Kennedy and colleagues conducted a cohort, register-based study of dog and cat owners from Sweden enrolled with Agria Pet Insurance. Also included in the study population were spouses or partners living with a dog or cat owner based on information from Sweden’s Total Population Register.
Owners were considered to have type 2 diabetes if there was a main or secondary diagnoses recorded in the National Patient Register or if they had a prescription for an oral or noninsulin injectable diabetes drug in the Swedish Prescribed Drug Register. Type 1 diabetes was not included in the study. Pets were considered to have a diabetes based on diagnoses from veterinary reports.
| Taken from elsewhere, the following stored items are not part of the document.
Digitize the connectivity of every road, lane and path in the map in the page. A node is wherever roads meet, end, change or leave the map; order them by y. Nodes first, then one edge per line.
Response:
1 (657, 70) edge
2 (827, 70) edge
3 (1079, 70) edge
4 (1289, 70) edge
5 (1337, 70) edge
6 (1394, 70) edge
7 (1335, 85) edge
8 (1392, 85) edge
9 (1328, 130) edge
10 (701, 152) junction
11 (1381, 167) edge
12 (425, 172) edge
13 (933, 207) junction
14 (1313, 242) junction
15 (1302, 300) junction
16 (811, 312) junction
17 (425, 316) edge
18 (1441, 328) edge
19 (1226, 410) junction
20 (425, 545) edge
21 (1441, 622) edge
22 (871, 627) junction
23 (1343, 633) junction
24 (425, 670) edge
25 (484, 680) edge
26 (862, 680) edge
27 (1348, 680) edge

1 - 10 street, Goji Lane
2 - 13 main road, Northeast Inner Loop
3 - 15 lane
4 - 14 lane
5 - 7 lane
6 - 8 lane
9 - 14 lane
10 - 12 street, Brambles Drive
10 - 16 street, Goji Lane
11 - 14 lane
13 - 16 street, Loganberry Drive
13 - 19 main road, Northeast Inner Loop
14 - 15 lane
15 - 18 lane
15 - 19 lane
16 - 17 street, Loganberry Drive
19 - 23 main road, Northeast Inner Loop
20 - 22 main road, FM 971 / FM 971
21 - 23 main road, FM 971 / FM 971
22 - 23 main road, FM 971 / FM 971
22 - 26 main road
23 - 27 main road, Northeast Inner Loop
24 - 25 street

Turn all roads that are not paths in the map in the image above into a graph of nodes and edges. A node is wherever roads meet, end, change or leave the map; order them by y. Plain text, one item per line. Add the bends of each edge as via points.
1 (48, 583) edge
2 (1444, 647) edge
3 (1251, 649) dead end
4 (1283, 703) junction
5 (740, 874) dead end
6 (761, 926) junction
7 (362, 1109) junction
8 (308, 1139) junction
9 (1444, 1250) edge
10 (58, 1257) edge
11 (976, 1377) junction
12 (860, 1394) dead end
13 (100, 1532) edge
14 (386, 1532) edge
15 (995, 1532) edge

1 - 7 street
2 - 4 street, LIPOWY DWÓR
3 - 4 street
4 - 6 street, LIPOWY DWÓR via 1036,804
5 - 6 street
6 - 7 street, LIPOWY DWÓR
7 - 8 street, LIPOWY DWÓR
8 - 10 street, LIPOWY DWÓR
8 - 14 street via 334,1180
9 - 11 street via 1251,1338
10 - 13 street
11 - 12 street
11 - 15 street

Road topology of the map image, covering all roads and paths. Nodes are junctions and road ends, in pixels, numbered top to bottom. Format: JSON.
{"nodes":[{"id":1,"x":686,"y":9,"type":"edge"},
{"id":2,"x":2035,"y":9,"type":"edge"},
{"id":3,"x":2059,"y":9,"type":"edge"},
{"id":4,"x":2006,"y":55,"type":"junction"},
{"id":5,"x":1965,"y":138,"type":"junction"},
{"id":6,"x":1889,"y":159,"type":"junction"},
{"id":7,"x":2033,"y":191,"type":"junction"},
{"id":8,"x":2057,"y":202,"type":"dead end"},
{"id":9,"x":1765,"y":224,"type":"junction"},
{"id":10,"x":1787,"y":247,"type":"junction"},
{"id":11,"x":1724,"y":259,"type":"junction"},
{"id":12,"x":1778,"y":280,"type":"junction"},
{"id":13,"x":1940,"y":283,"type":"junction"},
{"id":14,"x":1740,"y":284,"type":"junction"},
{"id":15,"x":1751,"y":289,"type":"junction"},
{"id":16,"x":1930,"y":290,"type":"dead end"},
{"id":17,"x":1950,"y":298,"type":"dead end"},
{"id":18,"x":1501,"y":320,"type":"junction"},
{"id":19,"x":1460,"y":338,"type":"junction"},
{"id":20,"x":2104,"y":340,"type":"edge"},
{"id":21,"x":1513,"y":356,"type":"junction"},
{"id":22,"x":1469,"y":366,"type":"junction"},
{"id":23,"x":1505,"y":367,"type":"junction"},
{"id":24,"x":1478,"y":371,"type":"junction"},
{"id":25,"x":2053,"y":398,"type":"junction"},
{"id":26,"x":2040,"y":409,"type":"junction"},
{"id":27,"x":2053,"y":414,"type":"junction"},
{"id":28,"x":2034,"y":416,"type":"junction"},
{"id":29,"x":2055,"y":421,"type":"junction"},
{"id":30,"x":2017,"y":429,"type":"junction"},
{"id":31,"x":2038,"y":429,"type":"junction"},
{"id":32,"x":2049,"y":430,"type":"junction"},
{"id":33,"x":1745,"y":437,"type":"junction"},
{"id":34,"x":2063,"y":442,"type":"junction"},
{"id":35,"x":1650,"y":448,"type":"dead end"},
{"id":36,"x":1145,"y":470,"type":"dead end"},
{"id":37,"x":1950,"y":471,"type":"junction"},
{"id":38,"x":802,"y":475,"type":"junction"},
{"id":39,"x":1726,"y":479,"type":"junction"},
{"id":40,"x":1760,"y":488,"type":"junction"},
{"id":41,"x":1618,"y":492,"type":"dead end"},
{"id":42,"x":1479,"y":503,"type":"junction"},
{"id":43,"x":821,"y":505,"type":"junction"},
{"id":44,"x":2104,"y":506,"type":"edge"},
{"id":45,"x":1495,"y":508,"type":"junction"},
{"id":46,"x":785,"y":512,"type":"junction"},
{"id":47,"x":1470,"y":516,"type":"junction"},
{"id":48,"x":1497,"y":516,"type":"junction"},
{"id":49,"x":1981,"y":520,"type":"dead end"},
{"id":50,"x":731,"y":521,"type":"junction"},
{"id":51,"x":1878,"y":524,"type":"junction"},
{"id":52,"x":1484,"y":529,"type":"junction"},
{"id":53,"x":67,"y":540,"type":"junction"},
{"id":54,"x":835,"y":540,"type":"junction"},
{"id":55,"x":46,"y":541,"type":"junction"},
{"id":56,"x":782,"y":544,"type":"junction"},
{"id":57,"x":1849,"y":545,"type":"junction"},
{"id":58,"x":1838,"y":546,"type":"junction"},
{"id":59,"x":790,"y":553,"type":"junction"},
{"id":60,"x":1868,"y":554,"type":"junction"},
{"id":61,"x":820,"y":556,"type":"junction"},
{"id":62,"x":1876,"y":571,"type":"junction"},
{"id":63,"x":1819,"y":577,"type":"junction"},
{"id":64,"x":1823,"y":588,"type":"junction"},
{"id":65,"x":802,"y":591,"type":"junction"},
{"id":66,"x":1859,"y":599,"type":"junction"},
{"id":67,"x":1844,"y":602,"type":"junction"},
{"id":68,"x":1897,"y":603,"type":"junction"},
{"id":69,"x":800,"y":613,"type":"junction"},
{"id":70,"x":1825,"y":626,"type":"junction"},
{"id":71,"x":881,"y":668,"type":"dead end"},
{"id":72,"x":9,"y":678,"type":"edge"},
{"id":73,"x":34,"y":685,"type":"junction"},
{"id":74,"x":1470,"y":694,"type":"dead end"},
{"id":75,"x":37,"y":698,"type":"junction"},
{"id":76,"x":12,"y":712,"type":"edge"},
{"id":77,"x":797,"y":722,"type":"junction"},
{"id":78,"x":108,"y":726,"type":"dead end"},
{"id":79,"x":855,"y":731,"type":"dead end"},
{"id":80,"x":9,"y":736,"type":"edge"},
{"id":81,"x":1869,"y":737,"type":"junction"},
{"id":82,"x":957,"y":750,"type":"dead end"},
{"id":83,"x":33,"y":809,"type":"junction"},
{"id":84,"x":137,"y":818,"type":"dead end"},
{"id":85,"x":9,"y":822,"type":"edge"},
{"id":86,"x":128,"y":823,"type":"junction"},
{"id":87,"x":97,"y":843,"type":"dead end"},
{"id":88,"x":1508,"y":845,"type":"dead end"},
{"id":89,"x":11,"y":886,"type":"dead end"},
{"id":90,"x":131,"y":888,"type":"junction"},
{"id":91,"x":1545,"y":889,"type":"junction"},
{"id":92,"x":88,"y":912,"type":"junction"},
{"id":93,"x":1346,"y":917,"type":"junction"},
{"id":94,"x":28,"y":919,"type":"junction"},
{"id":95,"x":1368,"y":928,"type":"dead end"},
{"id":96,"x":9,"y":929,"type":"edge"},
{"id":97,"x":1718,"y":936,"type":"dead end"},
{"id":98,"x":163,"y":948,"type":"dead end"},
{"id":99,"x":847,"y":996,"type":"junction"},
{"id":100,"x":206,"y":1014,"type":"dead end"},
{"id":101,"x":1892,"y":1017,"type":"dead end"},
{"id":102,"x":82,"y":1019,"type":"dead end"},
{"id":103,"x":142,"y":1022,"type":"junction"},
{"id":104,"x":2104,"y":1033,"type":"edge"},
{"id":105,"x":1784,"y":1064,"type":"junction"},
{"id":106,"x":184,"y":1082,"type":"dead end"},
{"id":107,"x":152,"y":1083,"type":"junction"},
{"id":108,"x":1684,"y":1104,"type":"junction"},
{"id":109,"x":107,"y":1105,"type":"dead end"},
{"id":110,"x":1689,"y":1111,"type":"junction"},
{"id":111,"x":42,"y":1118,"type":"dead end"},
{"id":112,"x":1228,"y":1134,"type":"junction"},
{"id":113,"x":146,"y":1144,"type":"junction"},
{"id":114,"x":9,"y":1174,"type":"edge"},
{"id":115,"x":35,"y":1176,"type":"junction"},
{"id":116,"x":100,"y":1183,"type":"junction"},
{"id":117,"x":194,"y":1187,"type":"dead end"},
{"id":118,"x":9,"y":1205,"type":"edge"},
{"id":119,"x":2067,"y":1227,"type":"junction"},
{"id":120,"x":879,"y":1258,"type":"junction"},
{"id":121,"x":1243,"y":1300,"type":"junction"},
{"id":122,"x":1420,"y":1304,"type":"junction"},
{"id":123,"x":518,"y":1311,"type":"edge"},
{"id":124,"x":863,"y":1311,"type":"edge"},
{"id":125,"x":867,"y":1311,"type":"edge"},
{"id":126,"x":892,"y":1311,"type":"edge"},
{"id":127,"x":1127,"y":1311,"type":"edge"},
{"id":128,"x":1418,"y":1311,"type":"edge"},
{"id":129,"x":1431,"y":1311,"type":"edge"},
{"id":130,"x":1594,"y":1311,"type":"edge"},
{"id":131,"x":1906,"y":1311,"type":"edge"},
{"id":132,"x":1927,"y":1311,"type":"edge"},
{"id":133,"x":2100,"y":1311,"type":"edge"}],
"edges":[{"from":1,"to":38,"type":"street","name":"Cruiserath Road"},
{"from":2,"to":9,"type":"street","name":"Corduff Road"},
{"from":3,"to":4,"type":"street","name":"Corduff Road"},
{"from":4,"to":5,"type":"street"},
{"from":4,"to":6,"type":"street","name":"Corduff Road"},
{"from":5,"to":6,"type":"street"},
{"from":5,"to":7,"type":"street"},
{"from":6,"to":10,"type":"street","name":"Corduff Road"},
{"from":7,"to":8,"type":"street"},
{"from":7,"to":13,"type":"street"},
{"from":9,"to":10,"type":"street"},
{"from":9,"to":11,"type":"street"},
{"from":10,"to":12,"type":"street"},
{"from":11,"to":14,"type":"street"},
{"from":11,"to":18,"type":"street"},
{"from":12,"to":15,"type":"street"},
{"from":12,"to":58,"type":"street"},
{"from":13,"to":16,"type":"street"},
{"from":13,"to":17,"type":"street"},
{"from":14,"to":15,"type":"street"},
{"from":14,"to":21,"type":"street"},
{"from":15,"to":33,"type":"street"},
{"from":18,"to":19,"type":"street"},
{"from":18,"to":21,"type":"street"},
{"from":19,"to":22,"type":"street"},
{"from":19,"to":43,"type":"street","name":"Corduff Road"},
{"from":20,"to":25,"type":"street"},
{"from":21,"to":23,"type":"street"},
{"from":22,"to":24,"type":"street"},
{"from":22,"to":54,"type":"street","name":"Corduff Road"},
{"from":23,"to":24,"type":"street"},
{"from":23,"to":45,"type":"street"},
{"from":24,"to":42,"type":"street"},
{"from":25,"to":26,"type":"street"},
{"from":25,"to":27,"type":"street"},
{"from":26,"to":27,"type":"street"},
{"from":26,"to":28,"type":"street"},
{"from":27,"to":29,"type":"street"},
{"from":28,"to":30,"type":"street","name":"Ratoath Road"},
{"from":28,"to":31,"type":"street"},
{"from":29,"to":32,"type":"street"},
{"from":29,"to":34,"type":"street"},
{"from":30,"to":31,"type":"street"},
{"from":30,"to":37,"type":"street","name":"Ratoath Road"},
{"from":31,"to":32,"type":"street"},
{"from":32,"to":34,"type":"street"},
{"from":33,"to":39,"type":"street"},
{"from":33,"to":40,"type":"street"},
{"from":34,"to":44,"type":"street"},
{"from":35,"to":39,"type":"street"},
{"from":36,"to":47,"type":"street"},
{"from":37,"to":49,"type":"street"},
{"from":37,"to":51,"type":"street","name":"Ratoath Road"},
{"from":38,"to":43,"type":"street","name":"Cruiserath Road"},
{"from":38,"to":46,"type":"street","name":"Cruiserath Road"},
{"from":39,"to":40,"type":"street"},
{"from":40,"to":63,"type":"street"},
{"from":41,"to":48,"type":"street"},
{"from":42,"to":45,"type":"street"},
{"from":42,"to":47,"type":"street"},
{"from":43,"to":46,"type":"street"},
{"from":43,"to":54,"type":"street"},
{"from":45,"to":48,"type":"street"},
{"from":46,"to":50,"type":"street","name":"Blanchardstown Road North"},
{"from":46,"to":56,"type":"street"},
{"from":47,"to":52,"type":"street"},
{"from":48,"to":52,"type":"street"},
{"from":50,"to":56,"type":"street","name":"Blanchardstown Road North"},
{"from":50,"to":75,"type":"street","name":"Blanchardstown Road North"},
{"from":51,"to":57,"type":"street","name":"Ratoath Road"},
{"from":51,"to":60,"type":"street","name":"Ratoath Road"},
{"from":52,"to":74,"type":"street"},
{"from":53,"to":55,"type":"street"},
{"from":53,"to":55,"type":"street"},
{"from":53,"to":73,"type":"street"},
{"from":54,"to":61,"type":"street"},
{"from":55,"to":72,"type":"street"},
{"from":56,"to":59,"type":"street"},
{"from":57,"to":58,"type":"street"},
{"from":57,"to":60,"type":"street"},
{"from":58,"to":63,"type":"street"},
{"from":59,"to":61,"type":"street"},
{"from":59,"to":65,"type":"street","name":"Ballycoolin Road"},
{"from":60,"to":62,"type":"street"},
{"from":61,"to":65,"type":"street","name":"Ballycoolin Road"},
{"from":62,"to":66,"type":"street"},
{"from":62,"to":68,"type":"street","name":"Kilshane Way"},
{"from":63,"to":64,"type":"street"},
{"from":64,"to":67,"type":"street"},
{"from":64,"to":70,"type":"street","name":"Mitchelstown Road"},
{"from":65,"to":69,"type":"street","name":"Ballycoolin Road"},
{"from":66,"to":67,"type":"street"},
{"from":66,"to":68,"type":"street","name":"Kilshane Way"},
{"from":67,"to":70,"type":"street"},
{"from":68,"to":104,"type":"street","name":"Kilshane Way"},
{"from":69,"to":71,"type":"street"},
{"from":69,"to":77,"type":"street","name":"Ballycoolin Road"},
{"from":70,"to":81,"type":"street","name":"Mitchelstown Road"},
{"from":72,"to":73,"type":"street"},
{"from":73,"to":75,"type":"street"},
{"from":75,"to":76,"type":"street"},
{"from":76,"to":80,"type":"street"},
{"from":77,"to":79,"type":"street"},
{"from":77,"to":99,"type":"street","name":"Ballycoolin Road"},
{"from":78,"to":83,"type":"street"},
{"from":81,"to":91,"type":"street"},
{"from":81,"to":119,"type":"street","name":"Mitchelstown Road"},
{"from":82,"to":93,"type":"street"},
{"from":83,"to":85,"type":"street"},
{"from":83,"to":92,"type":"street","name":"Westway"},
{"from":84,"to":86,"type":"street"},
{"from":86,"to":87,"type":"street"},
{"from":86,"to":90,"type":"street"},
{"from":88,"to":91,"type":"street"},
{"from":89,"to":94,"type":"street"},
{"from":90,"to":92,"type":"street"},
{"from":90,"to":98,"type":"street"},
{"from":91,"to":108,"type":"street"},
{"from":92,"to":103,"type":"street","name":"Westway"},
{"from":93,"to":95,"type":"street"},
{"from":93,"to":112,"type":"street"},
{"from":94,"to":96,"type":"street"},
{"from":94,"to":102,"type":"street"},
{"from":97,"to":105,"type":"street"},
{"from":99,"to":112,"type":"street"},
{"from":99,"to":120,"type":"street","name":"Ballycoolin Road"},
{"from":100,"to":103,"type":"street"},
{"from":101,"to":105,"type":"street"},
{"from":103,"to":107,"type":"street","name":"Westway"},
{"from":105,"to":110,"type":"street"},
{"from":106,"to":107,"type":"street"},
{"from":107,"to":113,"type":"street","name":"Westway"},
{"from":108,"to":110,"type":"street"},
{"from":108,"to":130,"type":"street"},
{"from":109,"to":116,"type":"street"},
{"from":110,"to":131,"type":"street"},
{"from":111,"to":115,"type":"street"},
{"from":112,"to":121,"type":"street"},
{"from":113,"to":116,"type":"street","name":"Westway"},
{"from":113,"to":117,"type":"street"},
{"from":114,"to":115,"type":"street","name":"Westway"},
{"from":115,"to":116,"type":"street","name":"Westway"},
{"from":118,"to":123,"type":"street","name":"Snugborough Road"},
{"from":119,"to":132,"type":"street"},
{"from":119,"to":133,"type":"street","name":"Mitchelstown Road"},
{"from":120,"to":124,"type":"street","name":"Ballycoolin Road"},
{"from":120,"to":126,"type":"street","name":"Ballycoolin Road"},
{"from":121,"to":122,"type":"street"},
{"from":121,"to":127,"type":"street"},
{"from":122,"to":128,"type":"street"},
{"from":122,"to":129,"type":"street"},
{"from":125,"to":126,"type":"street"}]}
The owner-dog study population included 208,980 pairs, of which 94.6% did not have diabetes at the start of follow-up. During a maximum 6 years of follow-up, there were 7.7 cases of type 2 diabetes in dog owners per 1,000 person-years at risk and 1.3 cases of diabetes in dogs per 1,000 dog years at risk. After adjusting for covariates, owning a dog with diabetes was associated with an increased risk for developing type 2 diabetes (adjusted HR = 1.32; 95% CI, 1.04-1.68). In an unadjusted model, dogs had a higher risk for developing diabetes with an owner with type 2 diabetes compared with dogs who did not have an owner with type 2 diabetes (HR = 1.28; 95% CI, 1.01-1.63). However, the risk was attenuated in a model adjusted for covariates.
The owner-cat study population included 123,566 pairs, of which 95% did not have diabetes at the start of the follow-up. During a maximum 6 years of follow-up, there were 7.9 cases of type 2 diabetes in cat owners per 1,000 person-years at risk and 2.2 cases of diabetes in cats per 1,000 cat years at risk.
Owning a cat with diabetes was not associated with an increased risk for type 2 diabetes in both unadjusted and fully adjusted models. Cats also did not have an increased risk for developing diabetes if they had an owner with type 2 diabetes.
“Those knowledgeable about feline diabetes might be surprised that we did not see a shared risk of diabetes in cat owners and their pets, as the cat diabetes phenotype is usually considered more similar to type 2 diabetes than that of canine diabetes,” Kennedy said.
Kennedy said socioeconomic status and other demographic variables did not explain the increased risk for type 2 diabetes in owners of dogs with diabetes. Future research in another country and looking at lifestyle factors could provide more clarity.
“It would be very interesting to replicate the study in, for example, the U.K. or the U.S., to investigate if we could discern the same shared diabetes risk in another country with dissimilar regulations and practices for pet ownership,” Kennedy said. “It would also be of great interest to delve deeper into the potential underlying mechanisms such as shared physical activity patterns between dog owners and their dogs. Maybe a project in which we put accelerometers on both owners and their dogs.”